Aunque Dios nos dio las fiestas para que las celebráramos, Dios NO nos dio las fiestas para que alcanzáramos la salvación a través de ellas, ya que la salvación sólo viene por fe; ¡Dios las ordenó con el propósito de enseñar e instruir a su pueblo con respecto a su Diseño de redención y nuestra relación personal con El.
No hay duda pues, desde esta explicación, que los cristianos de hoy necesitan despertar al sentido y significado mismo de la vida desde el proyecto de celebración que el Eterno ha establecido para ovacionar el Propósito Eterno de Dios escondido en la vida humana. Despertando del letargo en el que los ha dejado la ignorancia religiosa, serán promocionados a la posición de hijos de Dios manifestando así la Gloria de Abba (Papi) en ellos.
Los invito a colocar mucha atención en la enseñanza que a continuación nos comparte el maestro Michael Rood:
1ra Parte:

 2da Parte:

3ra Parte:

DÍA DE JUSTICIA Y DESTINO

La primera fiesta del séptimo mes es la mal llamada Fiesta de las Trompetas, y en realidad debe llamarse Día de la Aclamación. 

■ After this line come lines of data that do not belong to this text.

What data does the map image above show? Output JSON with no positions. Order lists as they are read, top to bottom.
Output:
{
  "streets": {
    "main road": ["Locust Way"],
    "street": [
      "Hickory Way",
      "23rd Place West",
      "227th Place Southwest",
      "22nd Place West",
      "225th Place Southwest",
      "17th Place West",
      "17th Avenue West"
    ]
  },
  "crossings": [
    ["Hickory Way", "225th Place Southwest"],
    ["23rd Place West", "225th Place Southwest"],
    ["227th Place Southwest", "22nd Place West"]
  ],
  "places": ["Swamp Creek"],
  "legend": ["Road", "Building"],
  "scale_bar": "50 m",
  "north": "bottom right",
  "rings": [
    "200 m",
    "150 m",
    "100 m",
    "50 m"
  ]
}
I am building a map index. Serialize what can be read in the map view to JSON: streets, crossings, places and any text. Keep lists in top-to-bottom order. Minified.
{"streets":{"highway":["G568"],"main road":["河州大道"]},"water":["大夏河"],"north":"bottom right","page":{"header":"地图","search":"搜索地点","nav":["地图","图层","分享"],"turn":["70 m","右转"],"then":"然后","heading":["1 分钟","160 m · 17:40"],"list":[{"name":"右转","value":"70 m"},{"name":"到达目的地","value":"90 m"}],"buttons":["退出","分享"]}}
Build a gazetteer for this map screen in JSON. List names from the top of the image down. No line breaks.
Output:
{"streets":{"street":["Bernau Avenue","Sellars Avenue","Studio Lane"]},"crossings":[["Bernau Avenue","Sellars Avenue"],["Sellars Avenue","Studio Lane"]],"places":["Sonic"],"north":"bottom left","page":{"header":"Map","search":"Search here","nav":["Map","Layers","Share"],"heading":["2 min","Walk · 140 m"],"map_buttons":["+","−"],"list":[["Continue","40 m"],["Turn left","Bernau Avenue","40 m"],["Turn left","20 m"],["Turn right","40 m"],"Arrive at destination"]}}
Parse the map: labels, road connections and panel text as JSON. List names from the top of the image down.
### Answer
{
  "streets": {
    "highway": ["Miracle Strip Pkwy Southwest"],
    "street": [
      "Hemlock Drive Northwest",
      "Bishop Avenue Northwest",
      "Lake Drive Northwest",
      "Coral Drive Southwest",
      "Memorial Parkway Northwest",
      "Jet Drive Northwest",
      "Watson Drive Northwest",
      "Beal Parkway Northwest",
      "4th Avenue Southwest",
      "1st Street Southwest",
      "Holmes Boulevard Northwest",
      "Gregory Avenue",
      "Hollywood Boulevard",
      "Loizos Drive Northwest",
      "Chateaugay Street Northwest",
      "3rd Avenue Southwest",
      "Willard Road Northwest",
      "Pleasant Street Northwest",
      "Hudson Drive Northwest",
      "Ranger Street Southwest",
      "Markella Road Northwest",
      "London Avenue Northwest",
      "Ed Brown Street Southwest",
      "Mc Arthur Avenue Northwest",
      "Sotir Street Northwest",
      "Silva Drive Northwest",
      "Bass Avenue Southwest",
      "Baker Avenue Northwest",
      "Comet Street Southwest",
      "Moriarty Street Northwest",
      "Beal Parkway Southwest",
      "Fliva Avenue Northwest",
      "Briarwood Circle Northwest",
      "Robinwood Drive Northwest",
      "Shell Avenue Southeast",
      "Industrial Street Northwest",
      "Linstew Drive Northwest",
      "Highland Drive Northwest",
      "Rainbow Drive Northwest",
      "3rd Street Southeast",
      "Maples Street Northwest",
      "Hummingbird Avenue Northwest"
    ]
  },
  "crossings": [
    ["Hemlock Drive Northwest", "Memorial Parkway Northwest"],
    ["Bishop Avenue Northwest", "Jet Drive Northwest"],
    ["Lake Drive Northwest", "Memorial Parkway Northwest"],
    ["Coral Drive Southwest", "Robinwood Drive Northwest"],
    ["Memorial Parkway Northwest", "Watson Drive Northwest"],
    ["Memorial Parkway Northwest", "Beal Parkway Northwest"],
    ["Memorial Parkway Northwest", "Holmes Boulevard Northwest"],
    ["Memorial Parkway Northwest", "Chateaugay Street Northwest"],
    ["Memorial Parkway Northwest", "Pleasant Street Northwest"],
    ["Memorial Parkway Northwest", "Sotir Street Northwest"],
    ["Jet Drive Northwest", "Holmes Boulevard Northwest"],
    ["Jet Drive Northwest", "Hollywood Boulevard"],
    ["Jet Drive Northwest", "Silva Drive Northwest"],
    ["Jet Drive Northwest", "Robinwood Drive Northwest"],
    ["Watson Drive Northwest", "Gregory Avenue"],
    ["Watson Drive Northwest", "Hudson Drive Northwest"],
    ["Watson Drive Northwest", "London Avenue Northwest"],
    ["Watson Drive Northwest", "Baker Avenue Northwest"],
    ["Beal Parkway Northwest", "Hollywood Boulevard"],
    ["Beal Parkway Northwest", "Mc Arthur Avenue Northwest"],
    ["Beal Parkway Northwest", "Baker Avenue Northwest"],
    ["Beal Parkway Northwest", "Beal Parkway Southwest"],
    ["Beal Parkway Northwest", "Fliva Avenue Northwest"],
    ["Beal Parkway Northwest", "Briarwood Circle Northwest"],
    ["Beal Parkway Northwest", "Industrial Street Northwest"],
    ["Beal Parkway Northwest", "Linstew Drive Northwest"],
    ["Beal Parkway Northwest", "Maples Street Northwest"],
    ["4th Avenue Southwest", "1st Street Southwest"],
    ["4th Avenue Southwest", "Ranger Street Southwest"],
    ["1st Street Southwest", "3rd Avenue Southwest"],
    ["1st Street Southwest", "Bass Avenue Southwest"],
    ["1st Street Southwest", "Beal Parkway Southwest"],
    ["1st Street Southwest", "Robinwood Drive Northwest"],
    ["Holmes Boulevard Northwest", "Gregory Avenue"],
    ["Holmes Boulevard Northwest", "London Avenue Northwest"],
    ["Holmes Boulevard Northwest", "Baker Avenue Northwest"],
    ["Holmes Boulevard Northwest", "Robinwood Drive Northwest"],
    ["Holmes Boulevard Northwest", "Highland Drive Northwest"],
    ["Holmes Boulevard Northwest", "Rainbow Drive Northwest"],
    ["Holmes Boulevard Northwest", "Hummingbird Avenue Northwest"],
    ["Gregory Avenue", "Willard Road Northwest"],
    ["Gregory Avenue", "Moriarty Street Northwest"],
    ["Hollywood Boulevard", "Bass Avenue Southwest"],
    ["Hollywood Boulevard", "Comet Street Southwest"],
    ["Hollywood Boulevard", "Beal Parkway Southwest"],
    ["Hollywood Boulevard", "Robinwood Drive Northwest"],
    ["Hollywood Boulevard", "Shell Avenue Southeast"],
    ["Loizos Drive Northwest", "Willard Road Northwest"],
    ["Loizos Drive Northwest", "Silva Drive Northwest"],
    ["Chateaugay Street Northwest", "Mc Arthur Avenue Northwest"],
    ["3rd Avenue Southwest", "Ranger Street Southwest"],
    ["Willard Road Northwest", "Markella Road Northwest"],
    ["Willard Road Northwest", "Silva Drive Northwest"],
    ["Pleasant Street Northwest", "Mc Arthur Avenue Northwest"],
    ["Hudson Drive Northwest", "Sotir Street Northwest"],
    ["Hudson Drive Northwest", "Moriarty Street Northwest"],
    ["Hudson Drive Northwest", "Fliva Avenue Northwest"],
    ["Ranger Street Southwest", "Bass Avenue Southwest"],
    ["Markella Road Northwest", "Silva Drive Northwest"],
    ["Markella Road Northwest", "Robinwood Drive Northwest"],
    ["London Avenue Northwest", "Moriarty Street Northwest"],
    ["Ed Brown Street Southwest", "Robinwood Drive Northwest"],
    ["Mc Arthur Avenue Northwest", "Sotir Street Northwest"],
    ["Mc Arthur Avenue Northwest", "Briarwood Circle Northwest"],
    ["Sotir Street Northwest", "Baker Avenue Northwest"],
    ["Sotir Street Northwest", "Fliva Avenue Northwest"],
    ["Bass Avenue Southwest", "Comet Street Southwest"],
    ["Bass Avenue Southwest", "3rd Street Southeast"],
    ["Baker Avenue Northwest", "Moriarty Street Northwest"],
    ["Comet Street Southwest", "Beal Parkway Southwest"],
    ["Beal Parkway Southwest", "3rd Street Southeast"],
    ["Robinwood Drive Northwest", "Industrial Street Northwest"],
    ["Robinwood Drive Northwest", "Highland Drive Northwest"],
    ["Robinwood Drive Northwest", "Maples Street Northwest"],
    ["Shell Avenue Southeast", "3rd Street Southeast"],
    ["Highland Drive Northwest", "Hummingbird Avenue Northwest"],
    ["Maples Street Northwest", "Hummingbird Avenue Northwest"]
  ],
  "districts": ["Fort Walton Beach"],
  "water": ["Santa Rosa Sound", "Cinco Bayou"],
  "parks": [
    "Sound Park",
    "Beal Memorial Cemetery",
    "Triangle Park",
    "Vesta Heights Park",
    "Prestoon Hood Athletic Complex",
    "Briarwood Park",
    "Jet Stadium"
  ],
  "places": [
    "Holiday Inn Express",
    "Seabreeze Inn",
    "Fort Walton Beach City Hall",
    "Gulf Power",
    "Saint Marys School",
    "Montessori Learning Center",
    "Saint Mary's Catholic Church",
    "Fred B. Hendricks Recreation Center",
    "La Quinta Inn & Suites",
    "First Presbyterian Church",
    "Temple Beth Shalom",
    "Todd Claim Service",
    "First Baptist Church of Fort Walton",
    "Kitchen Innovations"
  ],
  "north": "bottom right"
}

Dicha festividad se celebra el primer día del séptimo mes de Tishri. En ese día, “tendréis día de reposo, un memorial al son de trompetas, una santa convocación“, dice al Señor (Levíticos 23:24).

Este día es celebración de Gran Shabat y, además, el Señor dijo que deberá ser un “recordatorio“. Ahora bien, ¿qué pide el Señor que recordemos? Debemos recordar que Dios desea morar en medio de Su pueblo. Israel escuchó el sonido del shofar (trompeta) por vez primera cuando el pueblo estaba reunido a los pies del Monte Sinaí. La Escritura señala “tendréis… una santa convocación“. En hebreo la palabra “convocación” es mikrá, la cual significa “llamado a estar juntos; asamblea sagrada“.Entendemos mejor esto al considerar su real significado. Jesús dijo “Y [El Hijo de Hombre] enviará sus ángeles con gran voz de trompeta, y juntarán sus escogidos de los cuatro vientos, de un cabo del cielo hasta el otro“. (Mateo 24:31). Es decir que esta trompeta corresponde a la séptima trompeta mostrada en Apocalipsis 11:15-18. Habrá una reunión — “una santa convocación” — del pueblo del Señor y serán reunidos por Jesús — el Señor en medio de ellos. Así la festividad de las Trompetas refleja el sonido del shofar en la venida del Señor.